Sunday, April 10, 2016

A challenge

     It's hard to know exactly what to say when starting a new project. I sometimes have a hard time keeping up with things I start so we shall see how this goes. I'm starting this blog back up again to document my life...my family's life. 
     I got the inspiration from my husband. He has terribly memory. He decided around Christmastime last year to start a daily journal just writing about day to day happenings to help with his memory. He had mentioned a book that a Marine had wrote about his experience in boot camp. He had told me that he couldn't remember very much of his boot camp experience. I know that bothered him so he started journaling.

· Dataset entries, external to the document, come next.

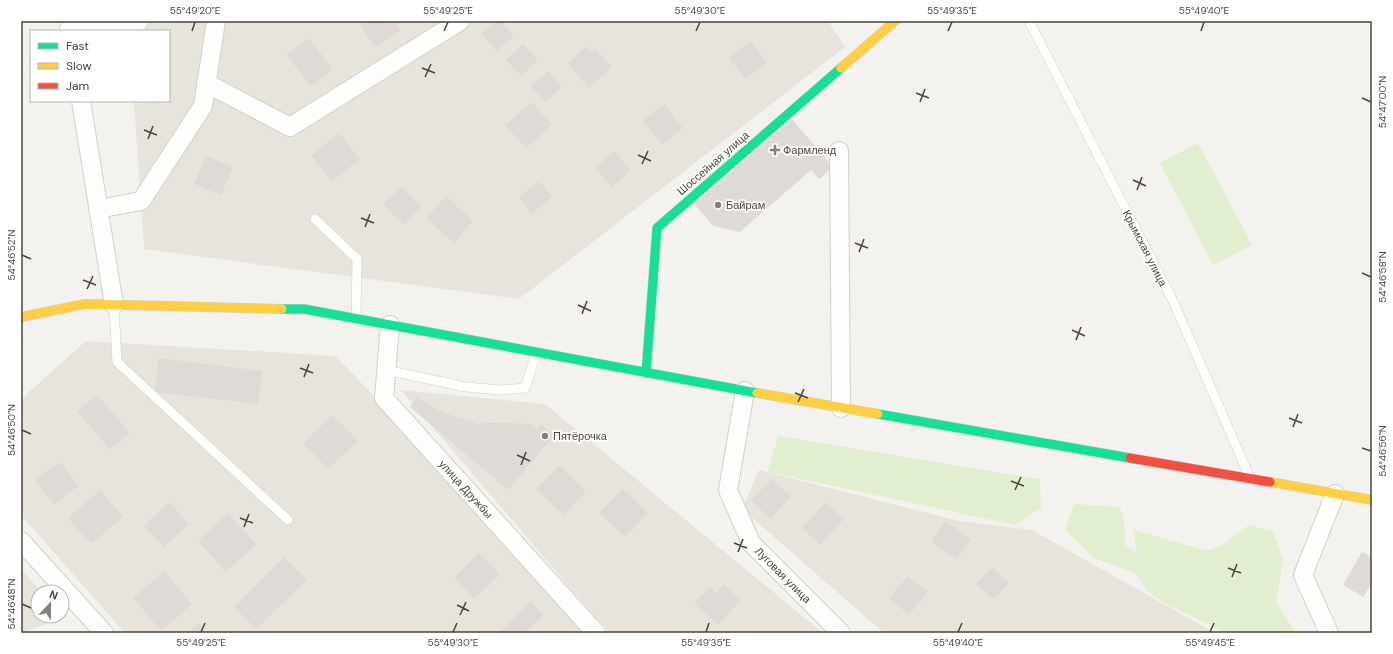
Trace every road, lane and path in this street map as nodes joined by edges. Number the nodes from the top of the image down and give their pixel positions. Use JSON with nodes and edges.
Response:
{"nodes":[{"id":1,"x":139,"y":21,"type":"edge"},
{"id":2,"x":216,"y":21,"type":"edge"},
{"id":3,"x":460,"y":21,"type":"edge"},
{"id":4,"x":895,"y":21,"type":"edge"},
{"id":5,"x":1029,"y":21,"type":"edge"},
{"id":6,"x":68,"y":27,"type":"edge"},
{"id":7,"x":206,"y":83,"type":"junction"},
{"id":8,"x":81,"y":102,"type":"edge"},
{"id":9,"x":839,"y":151,"type":"dead end"},
{"id":10,"x":98,"y":209,"type":"junction"},
{"id":11,"x":315,"y":219,"type":"dead end"},
{"id":12,"x":114,"y":305,"type":"junction"},
{"id":13,"x":21,"y":317,"type":"edge"},
{"id":14,"x":356,"y":319,"type":"junction"},
{"id":15,"x":390,"y":325,"type":"junction"},
{"id":16,"x":537,"y":352,"type":"junction"},
{"id":17,"x":386,"y":370,"type":"junction"},
{"id":18,"x":646,"y":373,"type":"junction"},
{"id":19,"x":745,"y":391,"type":"junction"},
{"id":20,"x":841,"y":408,"type":"junction"},
{"id":21,"x":1251,"y":480,"type":"junction"},
{"id":22,"x":1334,"y":494,"type":"junction"},
{"id":23,"x":1372,"y":500,"type":"edge"},
{"id":24,"x":288,"y":520,"type":"dead end"},
{"id":25,"x":21,"y":541,"type":"edge"},
{"id":26,"x":104,"y":633,"type":"edge"},
{"id":27,"x":596,"y":633,"type":"edge"},
{"id":28,"x":841,"y":633,"type":"edge"},
{"id":29,"x":1329,"y":633,"type":"edge"}],
"edges":[{"from":1,"to":6,"type":"street"},
{"from":2,"to":7,"type":"street"},
{"from":3,"to":7,"type":"street"},
{"from":4,"to":18,"type":"main road","name":"Шоссейная улица"},
{"from":5,"to":21,"type":"lane","name":"Крымская улица"},
{"from":7,"to":10,"type":"street"},
{"from":8,"to":10,"type":"street"},
{"from":9,"to":20,"type":"street"},
{"from":10,"to":12,"type":"street"},
{"from":11,"to":14,"type":"lane"},
{"from":12,"to":13,"type":"main road"},
{"from":12,"to":14,"type":"main road"},
{"from":12,"to":24,"type":"lane"},
{"from":14,"to":15,"type":"main road"},
{"from":15,"to":16,"type":"main road"},
{"from":15,"to":17,"type":"street","name":"улица Дружбы"},
{"from":16,"to":17,"type":"lane"},
{"from":16,"to":18,"type":"main road"},
{"from":17,"to":27,"type":"street","name":"улица Дружбы"},
{"from":18,"to":19,"type":"main road"},
{"from":19,"to":20,"type":"main road"},
{"from":19,"to":28,"type":"street","name":"Луговая улица"},
{"from":20,"to":21,"type":"main road"},
{"from":21,"to":22,"type":"main road"},
{"from":22,"to":23,"type":"main road"},
{"from":22,"to":29,"type":"street"},
{"from":25,"to":26,"type":"street"}]}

     I like to pride myself on my memory. I think I have pretty great memory. It's not perfect but I definitely remember more than my husband does. Especially when it comes to the little details. It's hard though, I will try to think back on certain things and realize that I can't remember a thing. That irritates me. I want to be able to remember things. I Facebook quite often. I don't do it as much as I used to because I feel as a 30 year old, maybe Facebook shouldn't my main outlet. I've heard comments from people my age or a bit older saying that they don't want to read what I've (not me in general) what I've eaten that day or my whole day. It made me feel quite ashamed of my posts. I like Facebook because I'm not a huge talker. I have a hard time saying what I feel or what's on my mind, Writing things down is a lot easier so I Facebook. Instead of telling myself all these things, I share with my friends. It's my form of communication. Plus I have a lot of friends from all over the US and Facebook is how I communicate with them. I don't want to be ashamed of what I write on Facebook though. I find myself using my posts as a reference point. Say I want to remember what I did on this day or if I want to remember what day it was that something happened or even if someone wanted to know when something happened, I will use my posts as a reference. I like knowing that I wrote about a certain event and I can go back and find out when that happened. I haven't been able to do that quite as often these days because I feel like most people won't like that I'm writing my entire life online. Maybe they'd understand if they knew my main reasoning for my many detailed posts. I shouldn't care what people thing of me anyways right? I think it's human nature to care though.
     When I was little, my mom used to make me write a daily dairy. She would read my entry and then she will write a little comment. Sometimes I wouldn't want to write in my diary and I would write just a sentence and she would write asking why I didn't want to do it. I think it became a habit and as I got older it kind of carried through. I would write down things I wouldn't want to forget and then read it over and over and it would ingrain in my memory. I stopped doing it because as I got older, I got more rebellious and often times my entries would be about my little escapes and usually my mom would find these and read them and I'd get into a ton of trouble, That's when I stopped writing things down. I did eventually turn to blogs though. I had a few platforms that I used. I had Xanga, MySpace, and LiveJournal I believe is what it was called. I wish I still had access to all those accounts because I wrote a ton of those. I guess thats the downfall of online blogs. Content can be lost overtime.
     I enjoy writing. Just for my own pleasure and for my own personal references. I am terribly at grammar so it won't be anything that I do for a living but I think this will be fun. I am challenging myself to do this daily. I am going to try to challenge myself to do this before bed everything. I think it should be easier now that I have a laptop. It's much easier to get online and just sit and write when I can chill on the couch. I've had this in my mind for a week or so now but there's something about sitting on that hard chair at the desktop that makes me not want to do it. OK! So here we go. This is day 1. Let's see if we can keep this up for a whole year.